* _Data for the task_:
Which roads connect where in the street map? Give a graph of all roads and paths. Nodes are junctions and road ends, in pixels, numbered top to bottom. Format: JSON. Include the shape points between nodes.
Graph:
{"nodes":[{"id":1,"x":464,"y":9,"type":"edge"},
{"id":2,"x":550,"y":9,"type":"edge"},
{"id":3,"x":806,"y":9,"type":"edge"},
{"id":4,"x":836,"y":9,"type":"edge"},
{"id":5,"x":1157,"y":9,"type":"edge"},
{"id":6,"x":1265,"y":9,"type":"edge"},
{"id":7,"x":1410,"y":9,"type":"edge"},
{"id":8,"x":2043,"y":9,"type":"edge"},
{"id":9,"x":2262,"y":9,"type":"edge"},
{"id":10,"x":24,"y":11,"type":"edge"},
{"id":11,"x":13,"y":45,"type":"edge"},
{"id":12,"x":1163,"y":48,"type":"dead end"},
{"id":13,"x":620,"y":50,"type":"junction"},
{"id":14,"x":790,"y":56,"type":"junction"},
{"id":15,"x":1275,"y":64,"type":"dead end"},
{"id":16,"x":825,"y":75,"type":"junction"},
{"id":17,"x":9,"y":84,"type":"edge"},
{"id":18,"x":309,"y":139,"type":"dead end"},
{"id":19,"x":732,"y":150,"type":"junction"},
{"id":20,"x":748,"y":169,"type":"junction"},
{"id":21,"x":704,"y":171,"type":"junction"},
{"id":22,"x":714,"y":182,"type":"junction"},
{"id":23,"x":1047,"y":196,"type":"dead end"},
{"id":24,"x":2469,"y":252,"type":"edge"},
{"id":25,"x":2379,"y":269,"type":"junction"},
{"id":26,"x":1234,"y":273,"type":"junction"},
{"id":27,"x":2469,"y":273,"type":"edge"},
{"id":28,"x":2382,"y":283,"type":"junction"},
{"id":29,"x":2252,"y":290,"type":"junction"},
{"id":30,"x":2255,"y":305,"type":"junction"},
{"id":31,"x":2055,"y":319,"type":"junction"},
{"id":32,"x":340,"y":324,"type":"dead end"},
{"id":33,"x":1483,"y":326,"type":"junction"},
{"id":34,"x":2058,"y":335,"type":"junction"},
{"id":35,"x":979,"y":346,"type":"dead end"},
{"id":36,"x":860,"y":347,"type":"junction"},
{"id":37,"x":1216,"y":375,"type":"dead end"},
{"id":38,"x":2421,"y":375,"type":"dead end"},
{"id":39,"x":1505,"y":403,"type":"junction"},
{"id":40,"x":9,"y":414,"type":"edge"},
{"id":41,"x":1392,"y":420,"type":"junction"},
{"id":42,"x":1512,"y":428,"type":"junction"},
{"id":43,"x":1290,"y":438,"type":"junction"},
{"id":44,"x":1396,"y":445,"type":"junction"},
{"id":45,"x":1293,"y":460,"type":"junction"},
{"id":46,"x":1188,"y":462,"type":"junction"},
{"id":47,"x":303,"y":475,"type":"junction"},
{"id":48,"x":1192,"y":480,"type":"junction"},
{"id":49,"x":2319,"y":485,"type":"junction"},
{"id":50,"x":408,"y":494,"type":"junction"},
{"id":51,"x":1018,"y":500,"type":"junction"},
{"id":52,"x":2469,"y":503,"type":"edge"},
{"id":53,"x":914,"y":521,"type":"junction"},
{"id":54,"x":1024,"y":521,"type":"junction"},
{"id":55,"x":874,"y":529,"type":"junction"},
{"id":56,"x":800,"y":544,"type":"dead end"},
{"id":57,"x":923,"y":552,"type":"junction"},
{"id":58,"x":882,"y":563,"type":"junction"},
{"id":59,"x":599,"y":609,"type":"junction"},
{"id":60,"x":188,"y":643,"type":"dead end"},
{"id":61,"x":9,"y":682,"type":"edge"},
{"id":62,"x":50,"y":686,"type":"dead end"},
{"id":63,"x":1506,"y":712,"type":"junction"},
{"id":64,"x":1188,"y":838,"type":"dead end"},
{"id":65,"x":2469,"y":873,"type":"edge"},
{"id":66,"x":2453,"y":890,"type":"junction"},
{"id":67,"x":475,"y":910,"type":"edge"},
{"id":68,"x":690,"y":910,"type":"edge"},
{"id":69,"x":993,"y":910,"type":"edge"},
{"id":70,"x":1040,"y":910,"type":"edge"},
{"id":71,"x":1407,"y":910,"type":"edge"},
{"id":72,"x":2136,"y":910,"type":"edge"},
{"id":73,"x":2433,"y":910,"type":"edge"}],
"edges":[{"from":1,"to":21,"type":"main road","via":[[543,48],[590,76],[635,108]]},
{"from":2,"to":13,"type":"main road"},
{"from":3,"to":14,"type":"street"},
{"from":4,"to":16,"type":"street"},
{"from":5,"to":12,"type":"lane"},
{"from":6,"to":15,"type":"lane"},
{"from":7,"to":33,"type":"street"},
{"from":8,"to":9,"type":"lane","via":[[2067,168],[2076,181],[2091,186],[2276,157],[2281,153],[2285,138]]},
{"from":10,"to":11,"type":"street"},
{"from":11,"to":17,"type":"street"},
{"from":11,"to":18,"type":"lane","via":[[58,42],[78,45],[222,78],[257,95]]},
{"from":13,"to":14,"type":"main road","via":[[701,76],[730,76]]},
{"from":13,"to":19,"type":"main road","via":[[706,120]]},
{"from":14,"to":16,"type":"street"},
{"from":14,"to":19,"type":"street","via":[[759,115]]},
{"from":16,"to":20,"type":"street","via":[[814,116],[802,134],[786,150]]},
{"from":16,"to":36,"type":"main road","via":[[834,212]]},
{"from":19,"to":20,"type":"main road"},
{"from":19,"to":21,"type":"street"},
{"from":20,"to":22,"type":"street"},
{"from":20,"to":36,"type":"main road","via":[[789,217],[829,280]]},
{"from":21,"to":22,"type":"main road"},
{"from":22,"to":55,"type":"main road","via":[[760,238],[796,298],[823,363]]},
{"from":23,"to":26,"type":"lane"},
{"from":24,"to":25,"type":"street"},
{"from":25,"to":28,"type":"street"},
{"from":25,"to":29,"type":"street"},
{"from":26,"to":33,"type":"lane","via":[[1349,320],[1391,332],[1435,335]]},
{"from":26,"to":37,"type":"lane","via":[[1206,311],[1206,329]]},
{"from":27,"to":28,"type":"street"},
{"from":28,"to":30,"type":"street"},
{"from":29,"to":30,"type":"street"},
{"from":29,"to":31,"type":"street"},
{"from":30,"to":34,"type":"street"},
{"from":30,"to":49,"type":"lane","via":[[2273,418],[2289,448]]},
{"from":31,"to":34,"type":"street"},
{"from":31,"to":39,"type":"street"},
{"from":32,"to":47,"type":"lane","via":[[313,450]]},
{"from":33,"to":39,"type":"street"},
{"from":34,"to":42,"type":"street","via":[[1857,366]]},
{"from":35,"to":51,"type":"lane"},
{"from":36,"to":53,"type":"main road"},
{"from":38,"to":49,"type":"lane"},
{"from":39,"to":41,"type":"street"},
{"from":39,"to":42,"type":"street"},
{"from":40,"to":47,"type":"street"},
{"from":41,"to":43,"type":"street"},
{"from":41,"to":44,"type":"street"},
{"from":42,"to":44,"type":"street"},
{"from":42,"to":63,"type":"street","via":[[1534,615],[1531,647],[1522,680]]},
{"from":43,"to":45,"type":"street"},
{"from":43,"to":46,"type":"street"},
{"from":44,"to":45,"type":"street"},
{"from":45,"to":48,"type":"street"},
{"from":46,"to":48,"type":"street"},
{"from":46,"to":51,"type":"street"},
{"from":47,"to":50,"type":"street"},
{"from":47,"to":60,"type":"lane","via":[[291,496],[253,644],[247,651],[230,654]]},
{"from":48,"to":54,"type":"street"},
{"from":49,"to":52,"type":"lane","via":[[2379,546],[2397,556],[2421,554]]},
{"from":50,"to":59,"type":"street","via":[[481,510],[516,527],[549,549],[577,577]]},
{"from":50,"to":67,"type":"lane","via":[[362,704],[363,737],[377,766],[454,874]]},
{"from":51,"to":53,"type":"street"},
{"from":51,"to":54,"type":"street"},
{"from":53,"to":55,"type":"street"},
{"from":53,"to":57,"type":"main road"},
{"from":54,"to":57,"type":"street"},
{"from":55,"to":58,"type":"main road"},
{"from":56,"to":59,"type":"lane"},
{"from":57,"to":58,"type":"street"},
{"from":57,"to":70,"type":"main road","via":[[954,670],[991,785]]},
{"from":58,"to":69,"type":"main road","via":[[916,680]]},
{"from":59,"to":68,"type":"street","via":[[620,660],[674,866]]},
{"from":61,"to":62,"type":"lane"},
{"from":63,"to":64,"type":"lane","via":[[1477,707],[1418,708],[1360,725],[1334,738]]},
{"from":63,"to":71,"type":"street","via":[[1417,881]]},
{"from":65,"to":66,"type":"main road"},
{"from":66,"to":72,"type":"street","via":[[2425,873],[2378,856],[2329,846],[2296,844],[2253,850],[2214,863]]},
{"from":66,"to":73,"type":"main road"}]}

* _Task instructions_: Copy every line of the records above that contains "nodes".

* _Reply to the task_:
Which roads connect where in the street map? Give a graph of all roads and paths. Nodes are junctions and road ends, in pixels, numbered top to bottom. Format: JSON. Include the shape points between nodes.
{"nodes":[{"id":1,"x":464,"y":9,"type":"edge"},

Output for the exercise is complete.